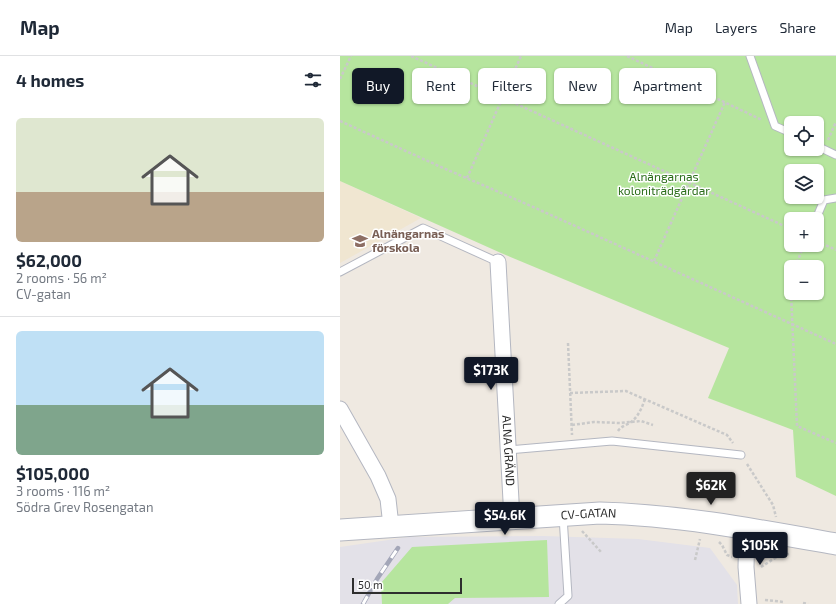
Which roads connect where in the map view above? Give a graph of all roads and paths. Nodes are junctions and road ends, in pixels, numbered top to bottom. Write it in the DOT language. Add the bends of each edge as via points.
graph roads {
  1 [pos="351,56"];
  2 [pos="411,56"];
  3 [pos="521,56"];
  4 [pos="627,56"];
  5 [pos="750,56"];
  6 [pos="516,68"];
  7 [pos="340,79"];
  8 [pos="478,86"];
  9 [pos="725,102"];
  10 [pos="500,104"];
  11 [pos="518,104"];
  12 [pos="340,121"];
  13 [pos="836,122"];
  14 [pos="776,126"];
  15 [pos="784,130"];
  16 [pos="824,149"];
  17 [pos="836,155"];
  18 [pos="467,178"];
  19 [pos="689,182"];
  20 [pos="836,198"];
  21 [pos="819,212"];
  22 [pos="784,226"];
  23 [pos="824,244"];
  24 [pos="836,250"];
  25 [pos="654,261"];
  26 [pos="498,262"];
  27 [pos="340,272"];
  28 [pos="791,300"];
  29 [pos="792,324"];
  30 [pos="568,343"];
  31 [pos="836,344"];
  32 [pos="570,393"];
  33 [pos="645,399"];
  34 [pos="340,409"];
  35 [pos="632,421"];
  36 [pos="572,425"];
  37 [pos="653,425"];
  38 [pos="612,441"];
  39 [pos="836,443"];
  40 [pos="572,446"];
  41 [pos="508,450"];
  42 [pos="741,455"];
  43 [pos="563,516"];
  44 [pos="776,517"];
  45 [pos="512,519"];
  46 [pos="391,526"];
  47 [pos="747,528"];
  48 [pos="340,530"];
  49 [pos="701,537"];
  50 [pos="714,540"];
  51 [pos="836,544"];
  52 [pos="602,553"];
  53 [pos="793,553"];
  54 [pos="731,557"];
  55 [pos="695,560"];
  56 [pos="761,567"];
  57 [pos="764,600"];
  58 [pos="784,602"];
  59 [pos="803,603"];
  60 [pos="560,604"];
  61 [pos="750,604"];
  62 [pos="808,604"];
  1 -- 7 [label="path"];
  2 -- 8 [label="path"];
  3 -- 6 [label="path"];
  4 -- 9 [label="path"];
  5 -- 14 [label="lane"];
  9 -- 14 [label="path"];
  9 -- 19 [label="path"];
  10 -- 18 [label="path"];
  11 -- 19 [label="path"];
  12 -- 18 [label="path"];
  13 -- 16 [label="path"];
  14 -- 15 [label="lane"];
  16 -- 17 [label="lane"];
  18 -- 25 [label="path"];
  19 -- 22 [label="path"];
  19 -- 25 [label="path"];
  20 -- 21 [label="lane" via="824,200"];
  23 -- 24 [label="path"];
  25 -- 29 [label="path"];
  26 -- 27 [label="lane" via="423,228"];
  26 -- 41 [label="street, ALNA GRÄND"];
  28 -- 29 [label="path"];
  29 -- 31 [label="path"];
  29 -- 39 [label="path" via="798,426"];
  30 -- 32 [label="path"];
  32 -- 33 [label="path" via="626,391"];
  32 -- 36 [label="path"];
  33 -- 35 [label="path"];
  33 -- 42 [label="path" via="727,435"];
  34 -- 46 [label="street" via="378,476 388,499"];
  35 -- 36 [label="path"];
  35 -- 37 [label="path"];
  35 -- 38 [label="path" via="620,428"];
  36 -- 40 [label="path"];
  38 -- 40 [label="lane"];
  38 -- 42 [label="lane"];
  40 -- 41 [label="lane"];
  41 -- 45 [label="street, ALNA GRÄND"];
  42 -- 44 [label="path" via="773,505"];
  43 -- 45 [label="street, CV-GATAN"];
  43 -- 47 [label="street, CV-GATAN" via="633,514"];
  43 -- 52 [label="path" via="582,531"];
  43 -- 60 [label="lane" via="568,596"];
  45 -- 46 [label="street, CV-GATAN"];
  46 -- 48 [label="street, CV-GATAN"];
  47 -- 51 [label="street, CV-GATAN"];
  47 -- 61 [label="street" via="746,567"];
  49 -- 55 [label="path"];
  50 -- 54 [label="path" via="722,545"];
  53 -- 56 [label="path" via="780,555"];
  57 -- 58 [label="path"];
  59 -- 62 [label="path"];
}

**Aim of the exercise:** Write out every line of the preceding listing that contains "roads".

**Written response:**
Which roads connect where in the map view above? Give a graph of all roads and paths. Nodes are junctions and road ends, in pixels, numbered top to bottom. Write it in the DOT language. Add the bends of each edge as via points.
graph roads {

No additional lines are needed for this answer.